Sono un non credente, o quantomeno un agnostico, che sospende il giudizio sull’esistenza di Dio. Come scriveva Simone Weil forse, Lui ha lasciato intravvedere di sé solo quanto basta perché dalla fede in lui l’uomo sia spinto a occuparsi dell’uomo. “Perché non sia abbagliato dal cielo al punto di disinteressarsi della terra”. Credo però nella bellezza del messaggio cristiano. Messaggio rivoluzionario. Di quel Cristo che predicava la fratellanza e la carità. Che scacciava i mercanti dal tempio, predicava l’uguaglianza e difendeva dalla lapidazione donne dedite al libero amore (oggi avrebbe il suo bel da fare…).
Ho conosciuto il Vescovo Giovanni Scanavino al suo arrivo ad Orvieto, presentatomi da suor Giuseppina, che oggi suora più non è, perchè la Chiesa non è più come l’aveva conosciuta, studiata ed amata. Mi parlò a suo tempo di Scanavino come di un cristiano vero, poco incline a predicare ma molto ad ascoltare e a misurarsi con le sofferenze del corpo e dello spirito.
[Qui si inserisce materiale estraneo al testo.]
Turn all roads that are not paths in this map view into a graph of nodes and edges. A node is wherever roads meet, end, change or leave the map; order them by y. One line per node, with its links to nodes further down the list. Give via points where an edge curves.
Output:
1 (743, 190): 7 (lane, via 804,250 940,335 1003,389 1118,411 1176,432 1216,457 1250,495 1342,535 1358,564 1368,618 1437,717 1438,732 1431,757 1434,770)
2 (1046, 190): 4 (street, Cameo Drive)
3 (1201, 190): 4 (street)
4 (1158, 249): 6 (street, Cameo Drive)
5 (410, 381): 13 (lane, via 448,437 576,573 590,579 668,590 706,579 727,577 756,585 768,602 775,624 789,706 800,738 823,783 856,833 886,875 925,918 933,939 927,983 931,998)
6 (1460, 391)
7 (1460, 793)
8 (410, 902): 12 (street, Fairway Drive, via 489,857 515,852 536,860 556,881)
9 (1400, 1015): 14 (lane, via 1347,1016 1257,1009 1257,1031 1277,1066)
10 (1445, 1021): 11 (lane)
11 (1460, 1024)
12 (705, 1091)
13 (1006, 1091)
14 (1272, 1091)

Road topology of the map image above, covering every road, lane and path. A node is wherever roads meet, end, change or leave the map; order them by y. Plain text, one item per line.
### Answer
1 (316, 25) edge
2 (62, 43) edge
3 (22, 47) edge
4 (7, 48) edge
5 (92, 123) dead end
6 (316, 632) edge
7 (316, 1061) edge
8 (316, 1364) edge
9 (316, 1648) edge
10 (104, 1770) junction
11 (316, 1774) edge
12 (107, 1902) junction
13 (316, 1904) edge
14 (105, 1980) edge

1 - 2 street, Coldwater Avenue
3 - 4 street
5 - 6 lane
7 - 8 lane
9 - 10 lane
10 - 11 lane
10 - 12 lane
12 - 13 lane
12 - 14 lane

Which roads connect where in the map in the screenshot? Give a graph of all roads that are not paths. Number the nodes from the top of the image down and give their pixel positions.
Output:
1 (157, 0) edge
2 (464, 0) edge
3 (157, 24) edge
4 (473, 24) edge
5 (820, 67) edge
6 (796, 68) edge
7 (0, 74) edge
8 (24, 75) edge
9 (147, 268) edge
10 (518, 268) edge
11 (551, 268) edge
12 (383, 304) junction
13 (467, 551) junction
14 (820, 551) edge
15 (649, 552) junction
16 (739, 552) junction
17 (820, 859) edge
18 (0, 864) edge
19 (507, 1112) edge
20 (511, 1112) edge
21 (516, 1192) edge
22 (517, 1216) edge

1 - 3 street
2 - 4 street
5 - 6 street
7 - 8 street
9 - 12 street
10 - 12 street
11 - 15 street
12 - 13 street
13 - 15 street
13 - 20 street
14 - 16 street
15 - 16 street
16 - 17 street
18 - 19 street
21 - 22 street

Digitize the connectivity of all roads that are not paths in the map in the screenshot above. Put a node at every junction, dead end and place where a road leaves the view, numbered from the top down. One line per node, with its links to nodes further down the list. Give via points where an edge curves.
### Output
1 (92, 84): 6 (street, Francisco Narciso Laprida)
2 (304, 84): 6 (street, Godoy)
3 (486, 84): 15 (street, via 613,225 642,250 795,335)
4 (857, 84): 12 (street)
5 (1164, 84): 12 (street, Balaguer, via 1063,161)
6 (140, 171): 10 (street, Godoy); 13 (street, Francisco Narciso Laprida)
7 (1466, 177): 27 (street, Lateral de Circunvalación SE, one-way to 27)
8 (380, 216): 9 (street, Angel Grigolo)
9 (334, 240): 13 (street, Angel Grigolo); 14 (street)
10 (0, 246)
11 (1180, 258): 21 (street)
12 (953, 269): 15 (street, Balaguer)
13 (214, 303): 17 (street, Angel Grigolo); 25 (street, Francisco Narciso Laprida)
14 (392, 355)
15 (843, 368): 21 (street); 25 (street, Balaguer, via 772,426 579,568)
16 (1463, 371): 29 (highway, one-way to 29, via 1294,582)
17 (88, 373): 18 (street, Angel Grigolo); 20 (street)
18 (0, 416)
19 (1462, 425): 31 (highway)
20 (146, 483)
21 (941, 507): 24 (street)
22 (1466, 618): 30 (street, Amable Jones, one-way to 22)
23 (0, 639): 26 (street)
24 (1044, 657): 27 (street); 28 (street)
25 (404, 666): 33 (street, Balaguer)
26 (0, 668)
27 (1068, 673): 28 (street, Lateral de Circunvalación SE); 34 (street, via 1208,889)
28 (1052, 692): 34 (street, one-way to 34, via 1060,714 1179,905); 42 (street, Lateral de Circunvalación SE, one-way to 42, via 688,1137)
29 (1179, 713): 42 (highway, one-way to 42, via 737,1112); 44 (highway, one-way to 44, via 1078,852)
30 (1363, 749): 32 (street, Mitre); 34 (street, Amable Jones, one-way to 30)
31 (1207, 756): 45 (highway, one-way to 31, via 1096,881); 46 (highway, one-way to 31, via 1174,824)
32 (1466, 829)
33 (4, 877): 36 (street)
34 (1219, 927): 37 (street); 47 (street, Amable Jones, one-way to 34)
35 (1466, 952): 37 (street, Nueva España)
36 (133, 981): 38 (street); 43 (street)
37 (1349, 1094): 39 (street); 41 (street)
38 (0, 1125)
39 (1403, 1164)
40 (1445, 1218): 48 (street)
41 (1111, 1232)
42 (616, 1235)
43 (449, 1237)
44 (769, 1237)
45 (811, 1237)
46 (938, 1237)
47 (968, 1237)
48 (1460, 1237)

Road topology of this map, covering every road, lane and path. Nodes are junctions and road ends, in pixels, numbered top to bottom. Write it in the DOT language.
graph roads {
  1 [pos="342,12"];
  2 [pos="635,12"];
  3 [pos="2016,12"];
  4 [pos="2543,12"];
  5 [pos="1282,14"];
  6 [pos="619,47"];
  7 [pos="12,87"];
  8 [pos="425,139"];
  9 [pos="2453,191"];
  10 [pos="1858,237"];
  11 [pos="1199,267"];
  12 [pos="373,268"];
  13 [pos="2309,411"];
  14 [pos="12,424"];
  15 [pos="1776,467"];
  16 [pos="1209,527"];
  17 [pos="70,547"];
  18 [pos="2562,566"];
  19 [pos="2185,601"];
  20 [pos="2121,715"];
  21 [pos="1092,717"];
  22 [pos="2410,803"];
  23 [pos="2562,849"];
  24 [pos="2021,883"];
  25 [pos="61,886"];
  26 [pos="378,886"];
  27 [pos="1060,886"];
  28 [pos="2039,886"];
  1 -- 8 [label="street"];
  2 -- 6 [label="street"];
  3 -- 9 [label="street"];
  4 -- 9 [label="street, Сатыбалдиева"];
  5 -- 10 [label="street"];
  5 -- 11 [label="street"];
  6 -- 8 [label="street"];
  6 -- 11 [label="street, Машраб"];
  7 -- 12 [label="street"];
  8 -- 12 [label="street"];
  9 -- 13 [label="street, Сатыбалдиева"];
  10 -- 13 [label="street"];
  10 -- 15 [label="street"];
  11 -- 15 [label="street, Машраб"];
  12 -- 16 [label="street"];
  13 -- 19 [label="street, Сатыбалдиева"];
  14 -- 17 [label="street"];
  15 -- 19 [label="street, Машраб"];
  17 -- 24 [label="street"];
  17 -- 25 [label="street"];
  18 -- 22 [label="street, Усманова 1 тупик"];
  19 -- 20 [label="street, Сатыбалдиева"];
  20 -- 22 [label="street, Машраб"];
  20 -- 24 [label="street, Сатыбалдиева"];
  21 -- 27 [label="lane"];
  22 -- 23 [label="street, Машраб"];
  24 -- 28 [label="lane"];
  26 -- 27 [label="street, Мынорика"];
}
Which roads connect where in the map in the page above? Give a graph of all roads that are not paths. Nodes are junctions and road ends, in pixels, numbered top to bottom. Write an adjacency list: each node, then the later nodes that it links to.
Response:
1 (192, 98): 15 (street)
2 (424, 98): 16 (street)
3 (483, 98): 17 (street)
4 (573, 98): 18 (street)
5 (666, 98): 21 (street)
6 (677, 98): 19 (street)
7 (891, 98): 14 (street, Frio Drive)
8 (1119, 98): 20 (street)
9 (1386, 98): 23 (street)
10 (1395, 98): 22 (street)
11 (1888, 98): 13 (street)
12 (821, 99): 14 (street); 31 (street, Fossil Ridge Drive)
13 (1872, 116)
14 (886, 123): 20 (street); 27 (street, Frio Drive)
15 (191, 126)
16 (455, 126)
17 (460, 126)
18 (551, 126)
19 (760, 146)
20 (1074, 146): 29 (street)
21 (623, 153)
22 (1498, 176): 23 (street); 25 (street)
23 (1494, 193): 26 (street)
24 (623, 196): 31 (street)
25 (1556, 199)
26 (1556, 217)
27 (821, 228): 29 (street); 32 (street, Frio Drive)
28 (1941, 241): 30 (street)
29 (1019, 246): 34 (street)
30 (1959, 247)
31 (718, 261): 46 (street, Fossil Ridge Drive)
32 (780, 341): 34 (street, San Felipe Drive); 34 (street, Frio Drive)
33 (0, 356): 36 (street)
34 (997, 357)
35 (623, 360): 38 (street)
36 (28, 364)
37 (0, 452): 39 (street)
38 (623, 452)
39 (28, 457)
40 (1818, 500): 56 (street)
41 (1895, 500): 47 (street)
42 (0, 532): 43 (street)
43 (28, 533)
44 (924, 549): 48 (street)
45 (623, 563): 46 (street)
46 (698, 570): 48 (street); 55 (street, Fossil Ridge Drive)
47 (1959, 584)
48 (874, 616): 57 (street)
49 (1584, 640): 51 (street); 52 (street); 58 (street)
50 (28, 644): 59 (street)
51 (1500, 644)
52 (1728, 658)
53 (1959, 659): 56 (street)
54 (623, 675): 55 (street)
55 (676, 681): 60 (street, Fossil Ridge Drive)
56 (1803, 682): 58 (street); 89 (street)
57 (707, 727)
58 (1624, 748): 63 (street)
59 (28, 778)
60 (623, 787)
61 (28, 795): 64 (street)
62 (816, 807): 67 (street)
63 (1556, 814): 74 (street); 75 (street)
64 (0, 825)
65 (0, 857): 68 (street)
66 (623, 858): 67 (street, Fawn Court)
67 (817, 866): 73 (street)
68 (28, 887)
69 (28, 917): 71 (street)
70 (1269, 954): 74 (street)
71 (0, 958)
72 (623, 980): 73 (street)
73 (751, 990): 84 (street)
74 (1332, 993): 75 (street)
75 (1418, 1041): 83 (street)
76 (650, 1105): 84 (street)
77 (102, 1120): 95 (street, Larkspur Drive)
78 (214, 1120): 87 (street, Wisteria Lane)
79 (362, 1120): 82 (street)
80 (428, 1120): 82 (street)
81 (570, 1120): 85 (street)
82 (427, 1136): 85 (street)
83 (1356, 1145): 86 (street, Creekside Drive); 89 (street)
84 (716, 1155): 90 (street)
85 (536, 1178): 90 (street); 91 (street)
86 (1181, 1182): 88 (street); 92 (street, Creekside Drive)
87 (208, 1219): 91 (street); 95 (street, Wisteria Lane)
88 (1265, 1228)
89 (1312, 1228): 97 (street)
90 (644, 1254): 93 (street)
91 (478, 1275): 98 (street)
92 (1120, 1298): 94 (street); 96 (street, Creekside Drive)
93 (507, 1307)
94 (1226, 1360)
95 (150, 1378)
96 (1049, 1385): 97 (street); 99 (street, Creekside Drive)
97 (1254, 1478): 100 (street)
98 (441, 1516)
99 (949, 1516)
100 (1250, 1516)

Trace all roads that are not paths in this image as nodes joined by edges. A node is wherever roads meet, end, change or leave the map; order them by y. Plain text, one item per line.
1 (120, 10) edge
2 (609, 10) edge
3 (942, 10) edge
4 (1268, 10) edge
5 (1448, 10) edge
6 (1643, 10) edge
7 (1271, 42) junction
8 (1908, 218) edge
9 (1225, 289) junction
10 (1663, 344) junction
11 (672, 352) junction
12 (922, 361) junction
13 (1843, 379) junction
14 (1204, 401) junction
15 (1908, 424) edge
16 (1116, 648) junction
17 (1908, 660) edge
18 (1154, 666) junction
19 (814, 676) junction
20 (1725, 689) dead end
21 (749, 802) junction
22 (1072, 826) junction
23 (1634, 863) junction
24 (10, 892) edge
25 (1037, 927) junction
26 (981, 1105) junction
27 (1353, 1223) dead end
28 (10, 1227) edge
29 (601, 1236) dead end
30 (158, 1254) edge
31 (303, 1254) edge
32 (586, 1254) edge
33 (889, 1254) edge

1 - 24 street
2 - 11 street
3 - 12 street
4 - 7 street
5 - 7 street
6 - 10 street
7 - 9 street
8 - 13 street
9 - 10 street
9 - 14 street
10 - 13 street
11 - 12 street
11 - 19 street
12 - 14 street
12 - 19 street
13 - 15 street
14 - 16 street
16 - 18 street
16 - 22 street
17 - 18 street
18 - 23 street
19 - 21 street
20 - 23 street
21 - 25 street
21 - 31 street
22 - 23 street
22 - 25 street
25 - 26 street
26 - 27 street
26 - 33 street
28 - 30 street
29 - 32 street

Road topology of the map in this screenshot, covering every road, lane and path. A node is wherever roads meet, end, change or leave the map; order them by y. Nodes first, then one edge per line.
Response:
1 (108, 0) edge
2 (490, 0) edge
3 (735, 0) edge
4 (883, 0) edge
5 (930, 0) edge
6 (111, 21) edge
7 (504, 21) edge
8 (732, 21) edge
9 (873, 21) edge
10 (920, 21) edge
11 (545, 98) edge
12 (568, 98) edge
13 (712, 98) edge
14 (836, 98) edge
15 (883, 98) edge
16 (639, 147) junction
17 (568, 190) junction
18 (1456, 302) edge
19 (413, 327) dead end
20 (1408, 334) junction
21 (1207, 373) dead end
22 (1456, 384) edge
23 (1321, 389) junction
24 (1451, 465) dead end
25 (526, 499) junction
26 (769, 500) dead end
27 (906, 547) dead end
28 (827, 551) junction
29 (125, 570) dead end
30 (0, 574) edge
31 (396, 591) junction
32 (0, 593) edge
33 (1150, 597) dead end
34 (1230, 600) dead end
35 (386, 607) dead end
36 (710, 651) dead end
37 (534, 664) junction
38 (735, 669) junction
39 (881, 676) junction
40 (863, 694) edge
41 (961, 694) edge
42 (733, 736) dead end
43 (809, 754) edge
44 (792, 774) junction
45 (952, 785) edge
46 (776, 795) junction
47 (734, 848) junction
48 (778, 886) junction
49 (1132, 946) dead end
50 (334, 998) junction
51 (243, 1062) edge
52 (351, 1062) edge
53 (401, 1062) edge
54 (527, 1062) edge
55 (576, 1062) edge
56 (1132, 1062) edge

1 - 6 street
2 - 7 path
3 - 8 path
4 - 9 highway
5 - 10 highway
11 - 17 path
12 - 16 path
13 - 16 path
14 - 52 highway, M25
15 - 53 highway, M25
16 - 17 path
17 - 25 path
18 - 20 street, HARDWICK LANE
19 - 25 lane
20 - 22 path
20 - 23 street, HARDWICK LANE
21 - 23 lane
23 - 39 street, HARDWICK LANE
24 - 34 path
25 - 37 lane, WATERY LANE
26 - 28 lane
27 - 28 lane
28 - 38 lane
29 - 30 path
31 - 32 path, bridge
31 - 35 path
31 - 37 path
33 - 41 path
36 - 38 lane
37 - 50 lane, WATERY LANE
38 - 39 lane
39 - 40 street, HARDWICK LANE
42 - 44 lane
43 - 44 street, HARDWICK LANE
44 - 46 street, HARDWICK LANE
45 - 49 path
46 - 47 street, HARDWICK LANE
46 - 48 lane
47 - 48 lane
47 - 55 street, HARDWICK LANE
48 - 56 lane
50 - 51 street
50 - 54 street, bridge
Lo intervistai cinque anni fa per il mensile “la Città” pochi giorni prima di Natale. Parlava del Natale come di una festa di cui si è perso il senso per colpa di un “consumismo crescente che fa ormai parte della nostra cultura ma che è un aspetto negativo della società al quale dobbiamo reagire contrapponendo i valori, quelli di profonda umanità che sono il fondamento della dottrina cristiana”.
“Se uno leggesse a fondo cosa Cristo sosteneva – concludeva Scanavino – a un certo punto anche il più “estremista” finirebbe per dire “basta, è troppo rivoluzionario anche per me”…
Leggo oggi che Scanavino potrebbe lasciare Orvieto perchè il Sinodo dei Vescovi umbri ne ha chiesto le dimissioni dopo la tragica vicenda di un giovane diacono suicida, che quel Sinodo forse conosceva solo di nome mentre Padre Giovanni ne conosceva la fragilità e la viveva empaticamente, giorno dopo giorno.
Scanavino si sarebbe rimesso solo e direttamente al volere del Papa, Benedetto XVI. E a lui, due mesi fa aveva scritto una lettera per spiegare la sua concezione della missione pastorale.
Non conosco il contenuto dell’epistola, ma conosco e apprezzo la passione religiosa e civile dell’uomo. E mi piacerebbe che il Pontefice ricevesse una nuova lettera. Firmata da tanti orvietani che gli chiedono di lasciarlo lì dov’è, a combattere una battaglia quotidiana, spesso isolata, per gli “ultimi”, quelli che tanta Chiesa (e tanta politica) ha ormai smesso di difendere.